YOUR INSTRUCTIONS = Repeat the data below exactly, dropping any pictures it holds.

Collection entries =

%%

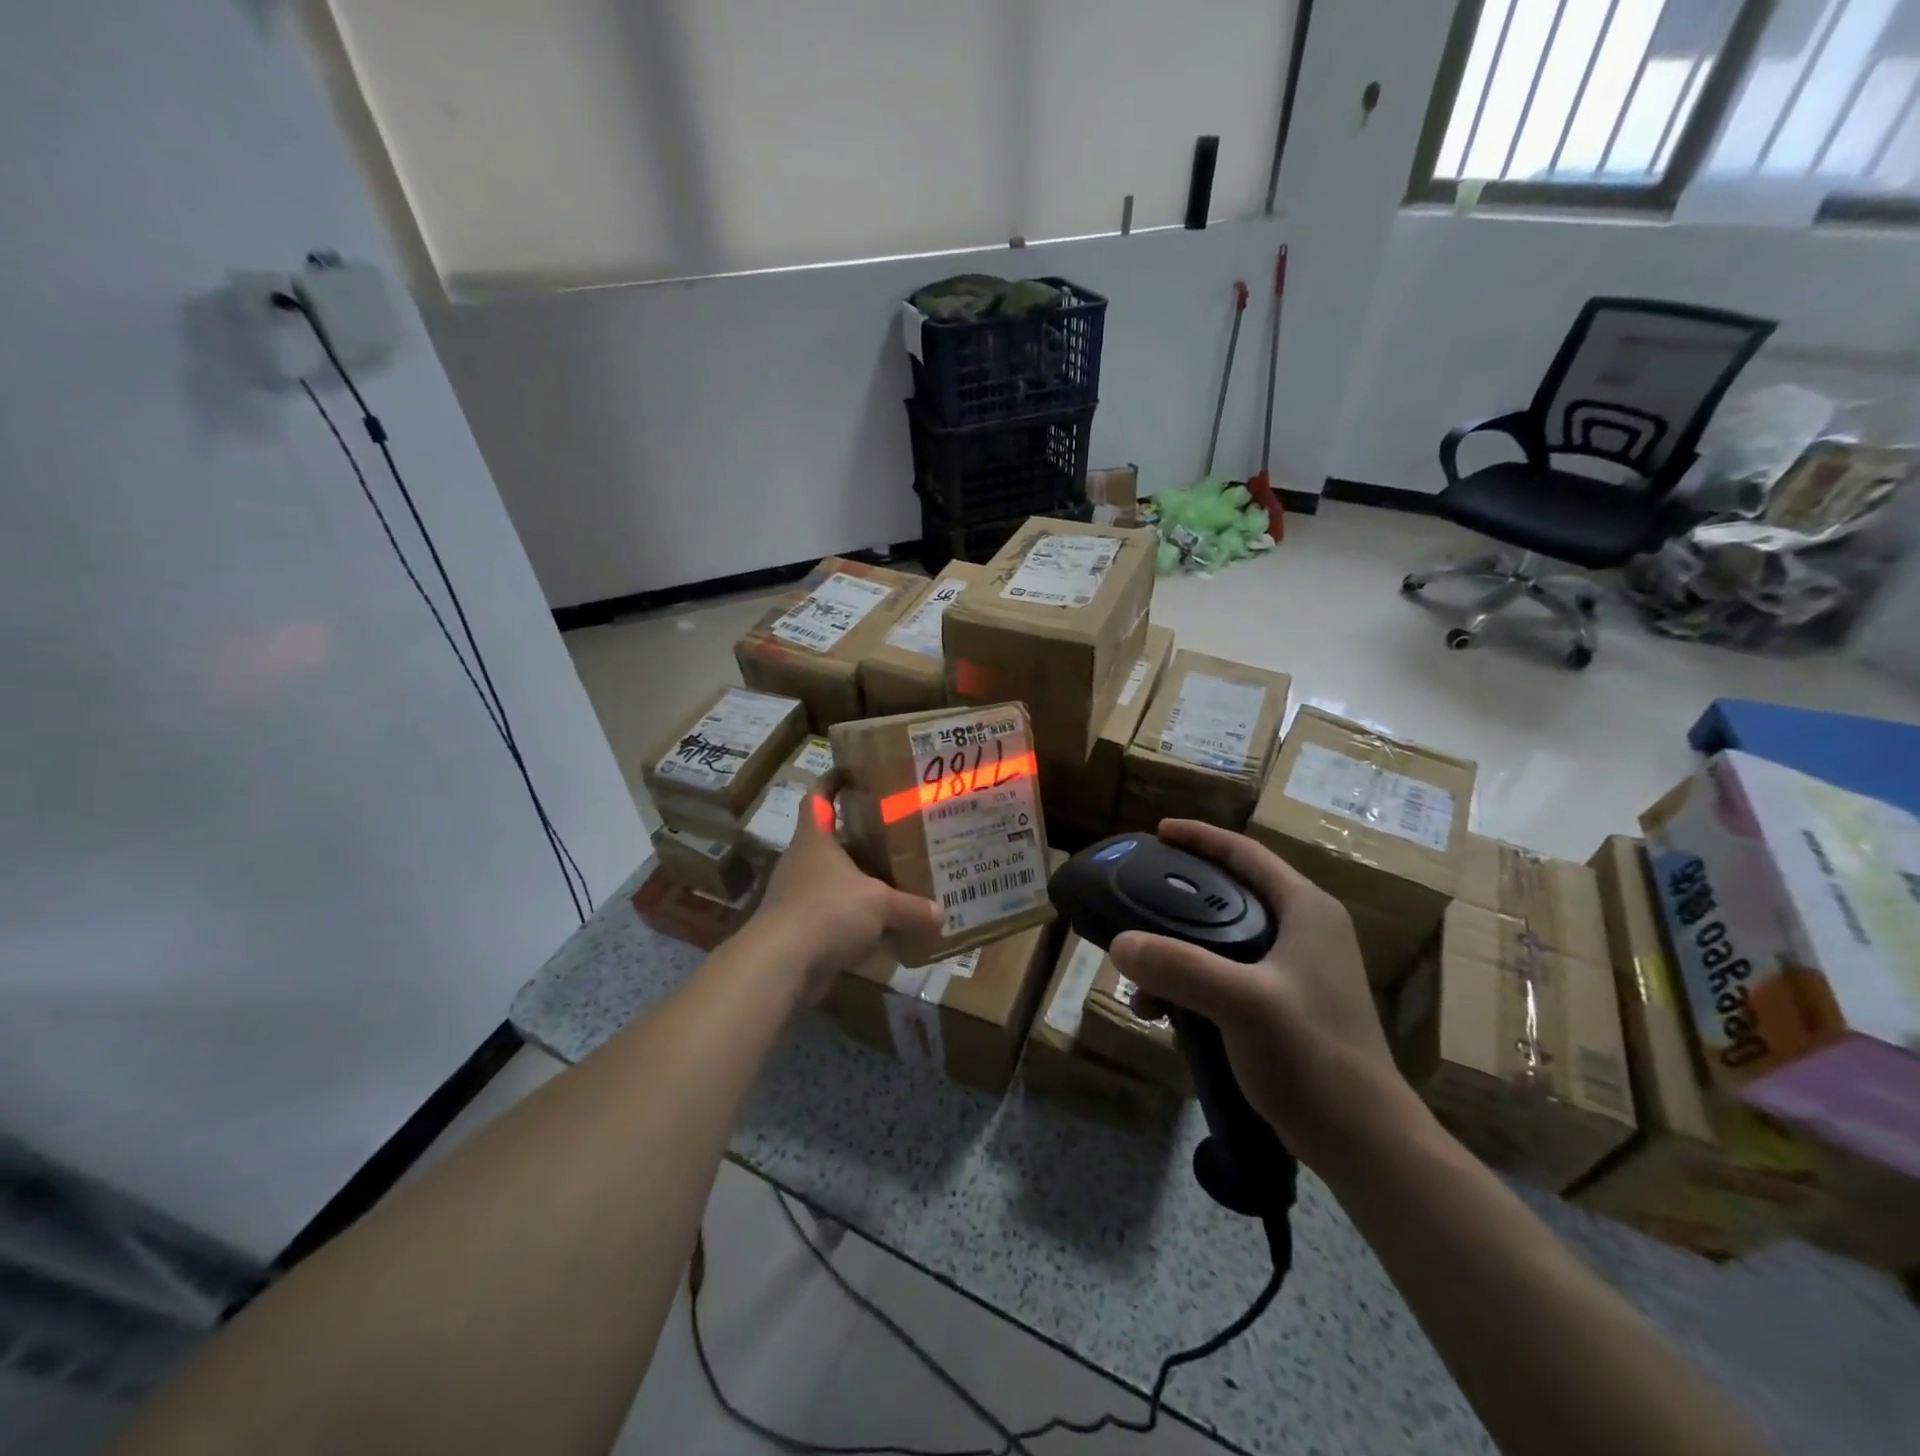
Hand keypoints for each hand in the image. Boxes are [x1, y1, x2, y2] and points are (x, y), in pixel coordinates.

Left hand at [747, 789, 944, 1002]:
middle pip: (832, 840)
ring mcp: (798, 896)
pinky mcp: (801, 928)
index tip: (853, 772)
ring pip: (835, 880)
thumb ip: (912, 907)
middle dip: (862, 837)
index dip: (832, 782)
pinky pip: (834, 915)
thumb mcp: (880, 904)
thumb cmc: (827, 912)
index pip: (818, 797)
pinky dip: (856, 919)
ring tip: (898, 878)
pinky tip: (884, 927)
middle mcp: (803, 861)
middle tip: (898, 832)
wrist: (780, 965)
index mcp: (815, 839)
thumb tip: (941, 914)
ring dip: (860, 881)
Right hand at [1108, 819, 1426, 1175]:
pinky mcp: (1286, 1007)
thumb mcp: (1240, 1002)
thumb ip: (1178, 966)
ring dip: (1178, 956)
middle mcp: (1304, 931)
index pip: (1245, 854)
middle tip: (1135, 905)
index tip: (1157, 832)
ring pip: (1222, 942)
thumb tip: (1120, 945)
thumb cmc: (1312, 1055)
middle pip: (1228, 896)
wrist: (1364, 1143)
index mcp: (1305, 910)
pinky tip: (1165, 1016)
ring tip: (1142, 984)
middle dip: (1177, 904)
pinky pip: (1226, 979)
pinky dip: (1192, 988)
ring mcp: (1297, 972)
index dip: (1200, 837)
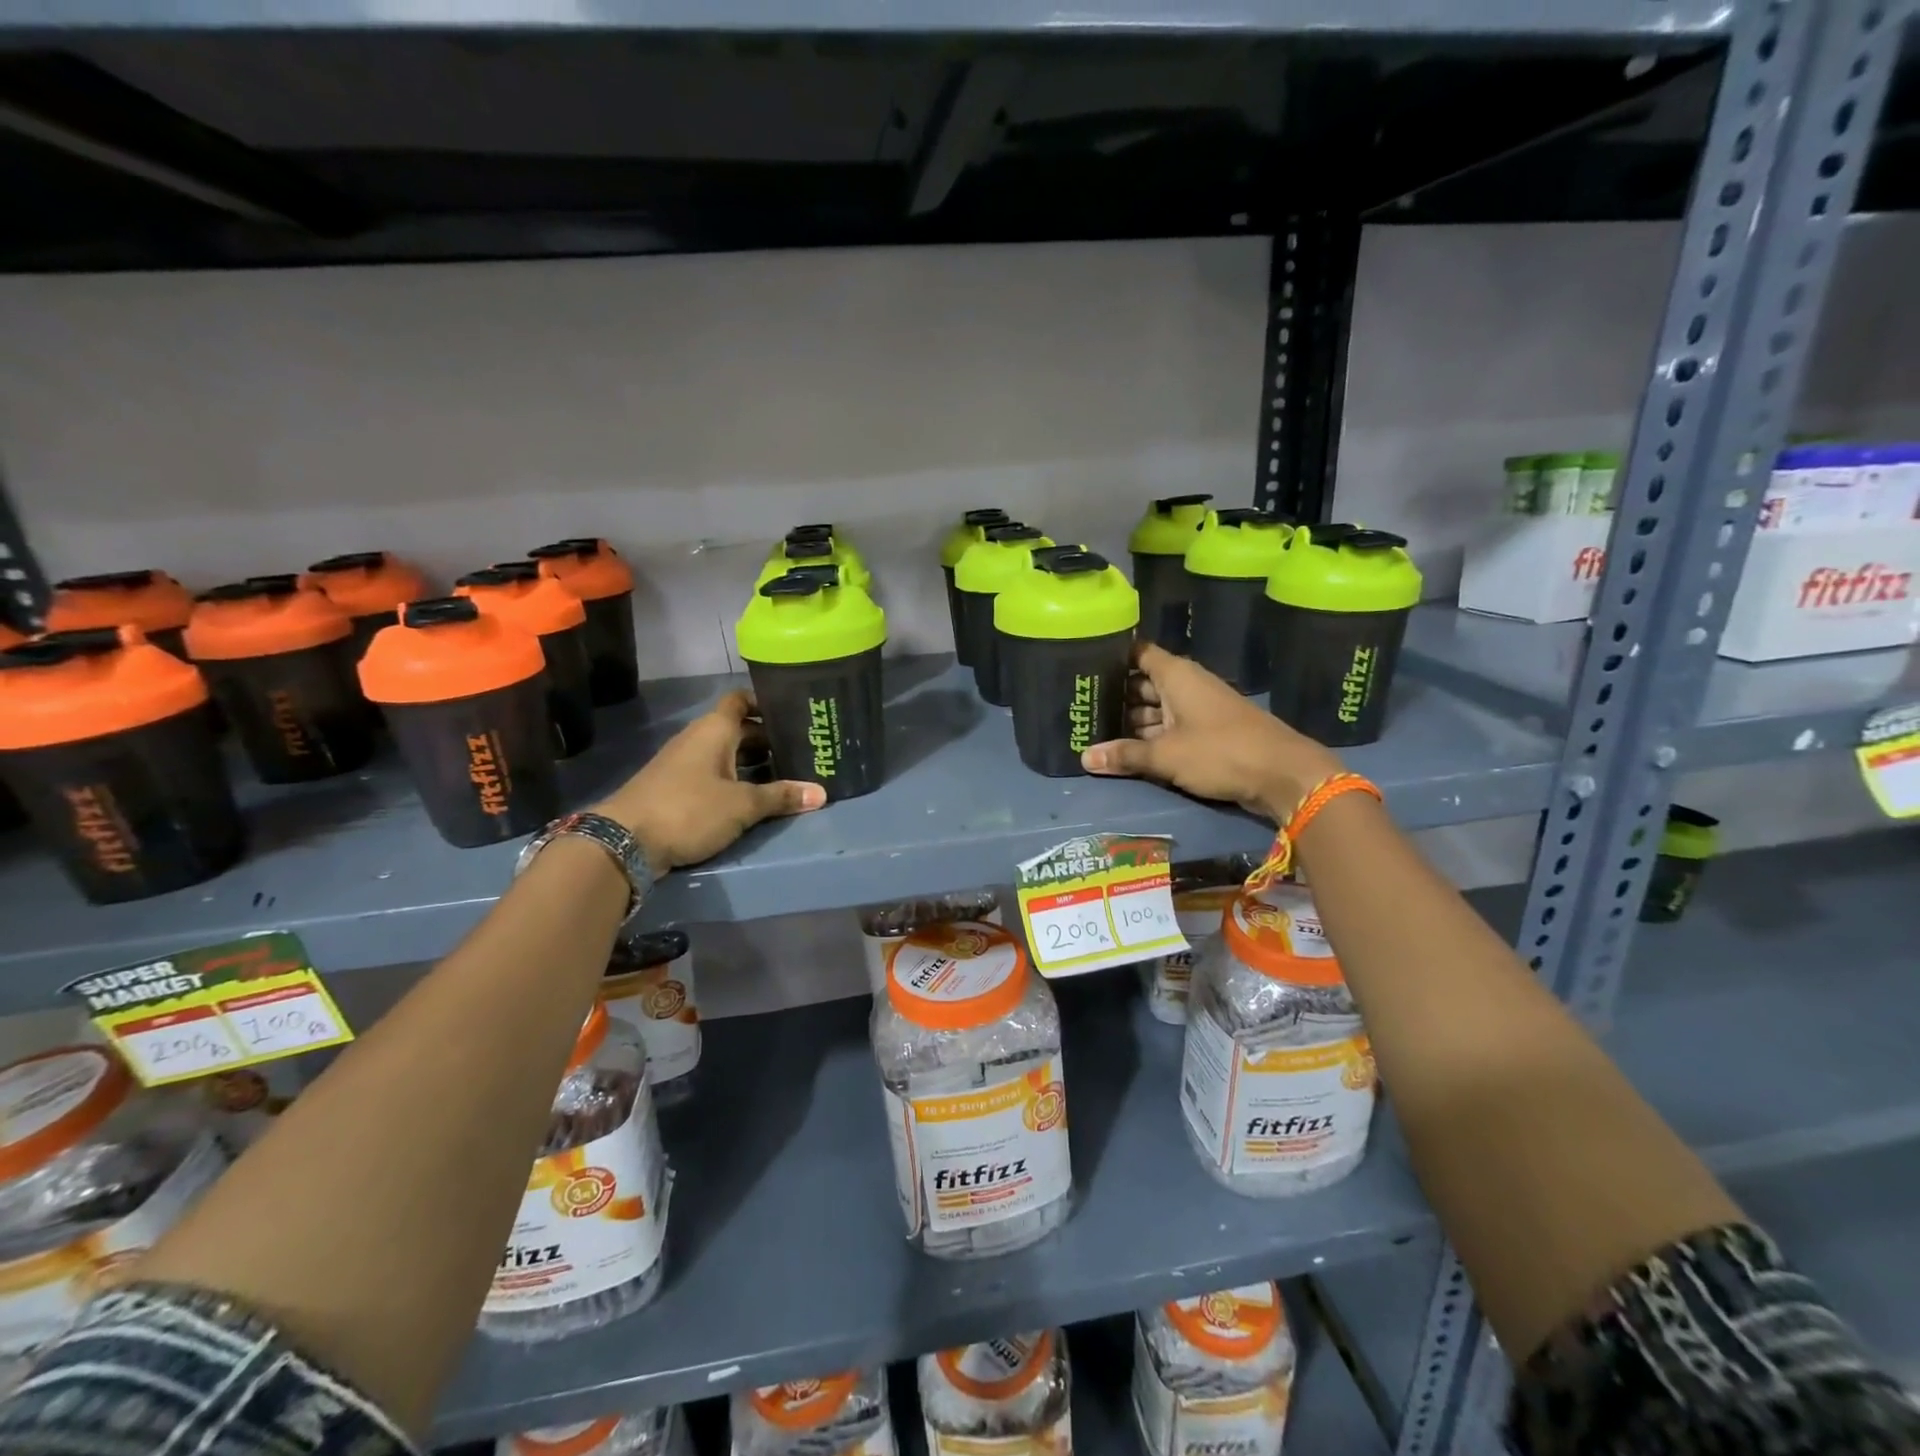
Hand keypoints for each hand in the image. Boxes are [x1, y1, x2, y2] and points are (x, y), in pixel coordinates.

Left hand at [596, 690, 823, 873]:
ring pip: (726, 754)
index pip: (741, 700)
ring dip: (753, 762)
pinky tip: (754, 797)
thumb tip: (822, 793)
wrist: (624, 841)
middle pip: (738, 729)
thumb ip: (781, 796)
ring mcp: (684, 764)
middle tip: (802, 749)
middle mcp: (698, 739)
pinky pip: (714, 774)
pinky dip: (735, 779)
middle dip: (768, 738)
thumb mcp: (742, 805)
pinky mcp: (676, 788)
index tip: (793, 712)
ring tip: (786, 773)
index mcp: (714, 730)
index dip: (765, 702)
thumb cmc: (689, 809)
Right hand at [1081, 643, 1344, 820]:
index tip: (1081, 667)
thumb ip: (1124, 755)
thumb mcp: (1165, 755)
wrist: (1282, 774)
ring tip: (1093, 731)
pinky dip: (1150, 736)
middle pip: (1141, 683)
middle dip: (1114, 696)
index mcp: (1175, 674)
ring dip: (1130, 721)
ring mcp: (1198, 708)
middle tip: (1078, 708)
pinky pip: (1170, 727)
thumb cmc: (1219, 752)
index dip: (1110, 657)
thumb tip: (1084, 758)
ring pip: (1155, 709)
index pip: (1136, 653)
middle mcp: (1185, 684)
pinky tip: (1126, 749)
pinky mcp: (1207, 732)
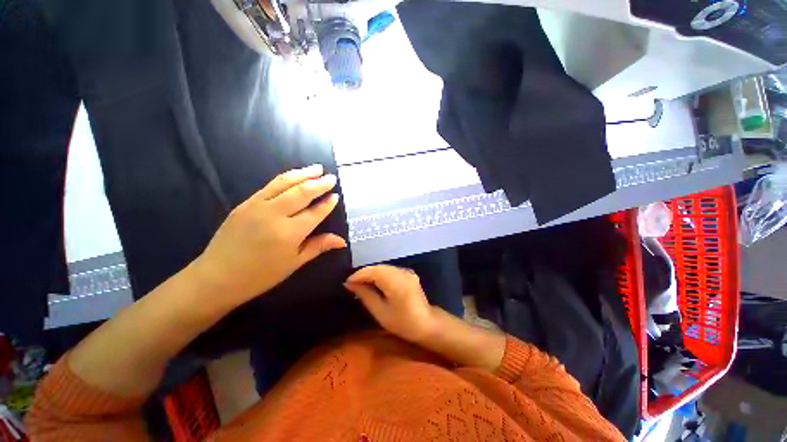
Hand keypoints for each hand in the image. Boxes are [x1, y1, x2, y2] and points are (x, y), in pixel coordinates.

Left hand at [192, 164, 346, 307]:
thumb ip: (318, 246)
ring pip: (285, 183)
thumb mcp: (294, 263)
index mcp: (289, 233)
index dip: (327, 204)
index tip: (336, 196)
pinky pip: (269, 186)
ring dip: (303, 174)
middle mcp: (274, 214)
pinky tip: (294, 177)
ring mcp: (257, 206)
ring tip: (316, 168)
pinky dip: (286, 178)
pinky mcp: (245, 203)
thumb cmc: (261, 275)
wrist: (217, 277)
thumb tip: (342, 240)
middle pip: (301, 192)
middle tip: (331, 178)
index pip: (315, 212)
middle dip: (319, 183)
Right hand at [344, 265, 436, 342]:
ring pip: (384, 267)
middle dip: (364, 273)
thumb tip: (350, 284)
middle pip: (379, 267)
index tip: (347, 283)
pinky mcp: (408, 273)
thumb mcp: (381, 312)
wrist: (427, 324)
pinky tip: (373, 282)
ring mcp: (407, 271)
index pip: (374, 271)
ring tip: (360, 283)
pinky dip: (379, 274)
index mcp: (397, 282)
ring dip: (371, 273)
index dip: (359, 275)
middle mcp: (402, 272)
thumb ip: (366, 295)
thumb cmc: (403, 323)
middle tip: (352, 284)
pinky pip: (390, 270)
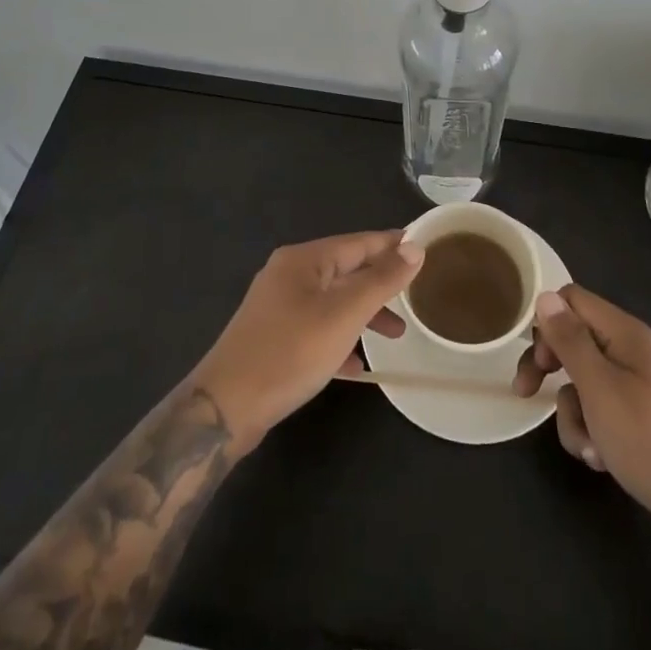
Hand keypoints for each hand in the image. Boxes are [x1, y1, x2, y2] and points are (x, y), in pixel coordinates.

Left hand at [192, 231, 424, 451]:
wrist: (225, 407)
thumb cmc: (290, 352)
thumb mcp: (344, 314)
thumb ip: (381, 280)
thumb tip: (415, 247)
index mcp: (304, 259)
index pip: (358, 242)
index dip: (392, 245)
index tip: (425, 248)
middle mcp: (288, 275)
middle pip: (345, 270)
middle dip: (380, 284)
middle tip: (415, 296)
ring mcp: (277, 307)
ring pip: (332, 302)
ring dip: (364, 314)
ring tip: (396, 335)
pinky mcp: (272, 338)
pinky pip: (316, 329)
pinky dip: (340, 339)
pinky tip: (357, 365)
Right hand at [513, 285, 650, 544]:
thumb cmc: (649, 439)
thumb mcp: (599, 388)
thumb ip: (570, 340)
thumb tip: (545, 296)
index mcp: (624, 333)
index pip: (571, 299)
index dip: (547, 322)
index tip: (535, 358)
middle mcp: (630, 350)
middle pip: (573, 340)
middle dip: (549, 370)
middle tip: (527, 393)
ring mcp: (636, 385)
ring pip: (582, 382)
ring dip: (573, 414)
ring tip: (587, 447)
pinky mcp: (639, 416)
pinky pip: (600, 410)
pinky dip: (592, 431)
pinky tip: (601, 459)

%%

COMPLETED TASK =
Hand keypoints for each hand in the image. Boxes are [x1, y1, x2, y2] and points are (x, y), in pixel coordinates.

Left hand at [747, 789, 944, 1002]:
middle pip: (832, 840)
ring mcp: (798, 896)
pinky mcp: (801, 928)
index tip: (853, 772)
ring pip: (835, 880)
thumb ip: (912, 907)
middle dip: (862, 837)
index dip: (832, 782)
pinky pip: (834, 915)
thumb mcp: (880, 904)
thumb cmc: (827, 912)
index pip: (818, 797)
pinky dip: (856, 919)
ring tip: (898, 878)
pinky tip: (884, 927)
middle mcp: (803, 861)
middle tip: (898, 832)
wrist: (780, 965)
index mcp: (815, 839)
thumb tip: (941, 914)
ring dip: (860, 881)
Right hand at [1108, 819, 1426, 1175]:
pinky mcp: (1286, 1007)
thumb mcp: (1240, 1002)
thumb ip: (1178, 966)
ring dip: (1178, 956)
middle mcp: (1304, 931)
index pip: (1245, 854)
middle tip: (1135, 905)
index tip: (1157, 832)
ring pip: (1222, 942)
thumb tip: (1120, 945)
thumb cmc: (1312, 1055)
middle pip: (1228, 896)
wrist: (1364, 1143)
index mcp: (1305, 910)
pinky tip: (1165, 1016)
ring tip: (1142, 984)
middle dip: (1177, 904)
pinky pip: (1226, 979)
pinky dip: (1192, 988)
ring mcp: (1297, 972)
index dip: (1200, 837)
Hand keypoints for each hand in the image. Boxes are [x1, y1, x2, y2] and points are (x, y), in pixel coordinates.

Left hand at [596, 690, 823, 873]:
ring pip: (726, 754)
index pip: (741, 700)
ring dip: (753, 762)
pinky tip: (754, 797)
thumb tip: (822, 793)
wrist: (624, 841)
middle pip: (738, 729)
thumb ip: (781, 796)
ring mcp: (684, 764)
middle tip: (802, 749)
middle mcp: (698, 739)
pinky pip: (714, 774)
pinky dip: (735, 779)
middle dip: (768, 738)
thumb mcp: (742, 805)
pinky mcp: (676, 788)
index tip: (793, 712)
ring tip: (786, 773)
index mcp: (714, 730)
index dip: (765, 702)
thumb cmc: (689, 809)
Right hand at [1081, 643, 1344, 820]:
index tip: (1081, 667)
thumb ip: (1124, 755)
thumb mcp: (1165, 755)
wrist: (1282, 774)
ring tip: (1093, 731)
pinky dip: (1150, 736)
middle pip: (1141, 683)
middle dip: (1114, 696)
index mcp: (1175, 674)
ring dip: (1130, 721)
ring mcp: (1198, 708)
middle tip: (1078, 708)
pinky pip: (1170, 727)
thumb cmc: (1219, 752)
index dip: (1110, 657)
thumb tip: (1084, 758)
ring pip: (1155, 709)
index pip: (1136, 653)
middle mcp: (1185, 684)
pinky tip: (1126, 749)
pinky mcp: (1207, 732)
Hand keypoints for each hand in the image. Boxes are [x1, y1, x2, y2] and points are (x, y), in pixel coordinates.

Left hand at [192, 164, 346, 307]:
thumb ip: (318, 246)
ring pip: (285, 183)
thumb mcp: (294, 263)
index mcp: (289, 233)
index dip: (327, 204)
index tip: (336, 196)
pinky pip: (269, 186)
ring dip: (303, 174)
middle mcp: (274, 214)
pinky tip: (294, 177)
ring mcp: (257, 206)
ring tip: (316, 168)
pinky dip: (286, 178)
pinky mcp: (245, 203)
thumb cmc: (261, 275)
wrist: (217, 277)
thumb tip: (342, 240)
middle pip: (301, 192)
middle tip: (331, 178)
index pip: (315, 212)
middle dip: (319, 183)
Right hand at [344, 265, 436, 342]:
ring pip: (384, 267)
middle dip: (364, 273)
thumb tip: (350, 284)
middle pip: (379, 267)
index tip: (347, 283)
pinky mcp: (408, 273)
thumb mcp: (381, 312)
wrist: (427, 324)
pinky tip: (373, 282)
ring mcp: (407, 271)
index pip: (374, 271)
ring tip: (360, 283)
pinky dip: (379, 274)
index mcp: (397, 282)
ring dip: (371, 273)
index dip: (359, 275)
middle mcp: (402, 272)
thumb ip: (366, 295)
thumb cmc: (403, 323)
middle tip: (352, 284)
pinky pip: (390, 270)
Hand keypoints for each hand in the image. Boxes are [x1, y1, x2, y2] and points are (x, y), in pixel coordinates.

Left hand at [192, 231, 424, 451]:
wrist: (225, 407)
thumb cmc: (290, 352)
thumb mcp: (344, 314)
thumb ip: (381, 280)
thumb tip: (415, 247)
index mcp: (304, 259)
index pip: (358, 242)
index dip: (392, 245)
index tip: (425, 248)
middle mcp: (288, 275)
middle pip: (345, 270)
middle dip: (380, 284)
middle tip: (415, 296)
ring mcp: (277, 307)
ring pip: (332, 302)
ring dip: (364, 314)
ring tip: (396, 335)
pinky mcp: (272, 338)
pinky pip: (316, 329)
pinky dip: (340, 339)
pinky tip: (357, 365)
Right hand at [513, 285, 650, 544]:
thumb cmc: (649, 439)
thumb mcp: (599, 388)
thumb ip: (570, 340)
thumb tip: (545, 296)
index mcp: (624, 333)
index pip: (571, 299)
index dip: (547, 322)
index tip: (535, 358)
middle mcp: (630, 350)
middle pip: (573, 340)
middle dip: (549, 370)
middle tip: (527, 393)
ring mcp: (636, 385)
ring pip: (582, 382)
ring dip: (573, 414)
ring tip: (587, 447)
pinky mcp: (639, 416)
pinky pip: (600, 410)
pinky dip: (592, 431)
pinky tip: (601, 459)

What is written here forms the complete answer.